Date of Award

January 2023

Document Type

Thesis

Degree Name

Doctor of Nursing Practice (DNP)

Department

Yale University School of Nursing

First Advisor

Joan Kearney

Second Advisor

David Vlahov

Abstract

The COVID-19 pandemic has exacerbated chronic stress environments across health care organizations across the United States. Organizational support that promotes psychological safety is associated with decreased levels of anxiety related to the COVID-19 pandemic. Psychological safety is especially important in healthcare environments, where employee and patient safety are crucial. Chronic stress and burnout, evidenced by high levels of emotional exhaustion, role conflict, and role overload, is shown to be negatively correlated to organizational commitment and increased nurse leader turnover. Organizational stress is estimated to cost more than $500 billion dollars and 550 million workdays each year in the United States.
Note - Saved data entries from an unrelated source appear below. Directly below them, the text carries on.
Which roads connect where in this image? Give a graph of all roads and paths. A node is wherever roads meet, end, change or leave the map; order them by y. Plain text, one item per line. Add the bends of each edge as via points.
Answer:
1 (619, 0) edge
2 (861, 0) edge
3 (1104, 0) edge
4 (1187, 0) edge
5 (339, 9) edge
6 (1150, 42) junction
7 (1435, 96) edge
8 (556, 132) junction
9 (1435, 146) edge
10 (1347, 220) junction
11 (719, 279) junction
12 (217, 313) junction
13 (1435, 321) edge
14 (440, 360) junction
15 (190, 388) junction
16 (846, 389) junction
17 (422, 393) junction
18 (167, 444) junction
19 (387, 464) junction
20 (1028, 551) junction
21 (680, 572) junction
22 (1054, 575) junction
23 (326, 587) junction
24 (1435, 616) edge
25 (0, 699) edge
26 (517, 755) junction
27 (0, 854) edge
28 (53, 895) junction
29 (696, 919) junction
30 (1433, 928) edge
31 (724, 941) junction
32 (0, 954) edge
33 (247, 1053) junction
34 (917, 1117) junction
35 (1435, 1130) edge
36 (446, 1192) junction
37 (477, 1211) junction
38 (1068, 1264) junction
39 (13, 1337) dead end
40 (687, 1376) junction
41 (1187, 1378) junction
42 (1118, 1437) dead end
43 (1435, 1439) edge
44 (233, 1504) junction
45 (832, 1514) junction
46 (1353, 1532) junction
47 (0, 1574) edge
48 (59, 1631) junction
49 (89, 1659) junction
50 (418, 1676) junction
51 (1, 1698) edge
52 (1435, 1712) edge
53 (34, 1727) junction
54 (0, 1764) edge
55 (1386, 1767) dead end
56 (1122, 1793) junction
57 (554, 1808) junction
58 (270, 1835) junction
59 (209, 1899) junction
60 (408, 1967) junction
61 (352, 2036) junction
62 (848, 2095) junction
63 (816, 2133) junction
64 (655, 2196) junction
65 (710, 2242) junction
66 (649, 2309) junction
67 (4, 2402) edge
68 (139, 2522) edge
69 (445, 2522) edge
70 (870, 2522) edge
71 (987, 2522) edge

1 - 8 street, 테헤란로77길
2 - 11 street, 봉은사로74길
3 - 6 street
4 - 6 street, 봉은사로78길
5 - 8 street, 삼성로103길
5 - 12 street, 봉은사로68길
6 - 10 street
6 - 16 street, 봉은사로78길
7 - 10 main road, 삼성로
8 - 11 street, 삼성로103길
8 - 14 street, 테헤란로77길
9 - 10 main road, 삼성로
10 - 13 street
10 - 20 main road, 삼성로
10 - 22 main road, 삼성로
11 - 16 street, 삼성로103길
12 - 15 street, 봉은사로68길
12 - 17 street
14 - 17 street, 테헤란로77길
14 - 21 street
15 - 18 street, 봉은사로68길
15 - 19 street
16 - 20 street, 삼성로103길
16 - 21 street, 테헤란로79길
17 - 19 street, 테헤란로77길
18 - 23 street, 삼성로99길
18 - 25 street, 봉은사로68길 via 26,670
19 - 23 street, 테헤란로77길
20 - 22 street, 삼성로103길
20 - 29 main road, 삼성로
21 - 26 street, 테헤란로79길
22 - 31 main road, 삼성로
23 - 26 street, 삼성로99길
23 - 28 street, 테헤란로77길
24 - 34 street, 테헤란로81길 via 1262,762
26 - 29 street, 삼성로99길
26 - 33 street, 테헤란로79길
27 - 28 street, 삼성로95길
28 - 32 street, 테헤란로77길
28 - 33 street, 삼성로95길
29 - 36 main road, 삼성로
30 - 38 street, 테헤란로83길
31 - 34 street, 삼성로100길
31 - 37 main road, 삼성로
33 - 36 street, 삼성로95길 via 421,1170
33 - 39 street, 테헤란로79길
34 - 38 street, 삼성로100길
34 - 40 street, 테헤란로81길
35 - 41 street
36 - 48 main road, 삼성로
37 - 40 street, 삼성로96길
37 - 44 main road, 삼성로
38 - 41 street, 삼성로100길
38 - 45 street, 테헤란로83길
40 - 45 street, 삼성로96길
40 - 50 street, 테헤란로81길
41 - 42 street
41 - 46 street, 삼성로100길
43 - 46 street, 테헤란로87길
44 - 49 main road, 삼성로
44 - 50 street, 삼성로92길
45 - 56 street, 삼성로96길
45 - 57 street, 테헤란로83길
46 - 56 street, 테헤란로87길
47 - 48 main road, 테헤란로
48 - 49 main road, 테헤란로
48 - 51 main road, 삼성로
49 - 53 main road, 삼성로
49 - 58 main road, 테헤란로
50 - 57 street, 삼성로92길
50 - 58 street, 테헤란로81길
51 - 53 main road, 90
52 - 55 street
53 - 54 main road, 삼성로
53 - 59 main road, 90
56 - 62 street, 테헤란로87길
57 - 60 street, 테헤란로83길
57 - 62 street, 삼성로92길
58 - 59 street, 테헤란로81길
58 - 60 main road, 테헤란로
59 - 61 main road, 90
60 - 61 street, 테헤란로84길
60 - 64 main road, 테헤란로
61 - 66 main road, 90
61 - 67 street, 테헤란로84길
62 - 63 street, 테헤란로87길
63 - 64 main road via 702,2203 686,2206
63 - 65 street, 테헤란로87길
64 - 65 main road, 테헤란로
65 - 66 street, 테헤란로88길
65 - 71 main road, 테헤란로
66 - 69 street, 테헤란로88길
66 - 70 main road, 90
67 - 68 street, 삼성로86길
High turnover rates and projected shortages among nurse leaders is a significant problem for healthcare organizations across the United States. This DNP project utilized Lewin’s Change Management Theory to develop an educational program for nurse leaders to enhance psychological safety and wellbeing of teams during chronic organizational stress. The educational program involved a 1-hour, live, virtual training session focused on developing skills to enhance psychological safety on a team. There were 29 participants in the training program, participants were all health care leaders within a large urban health care system and were involved in quality improvement initiatives and the safety event process. Following the program, the participants demonstrated knowledge acquisition with an overall mean score of 88% (n=20). Overall, participants were very likely to utilize the concepts learned in the program (90%) and recommend to colleagues (95%). This project highlights the benefits of health care organizations to incorporate psychological safety education into nurse leader and Culture of Safety training.

Comments

This thesis is restricted to Yale network users only. This thesis is permanently embargoed from public release.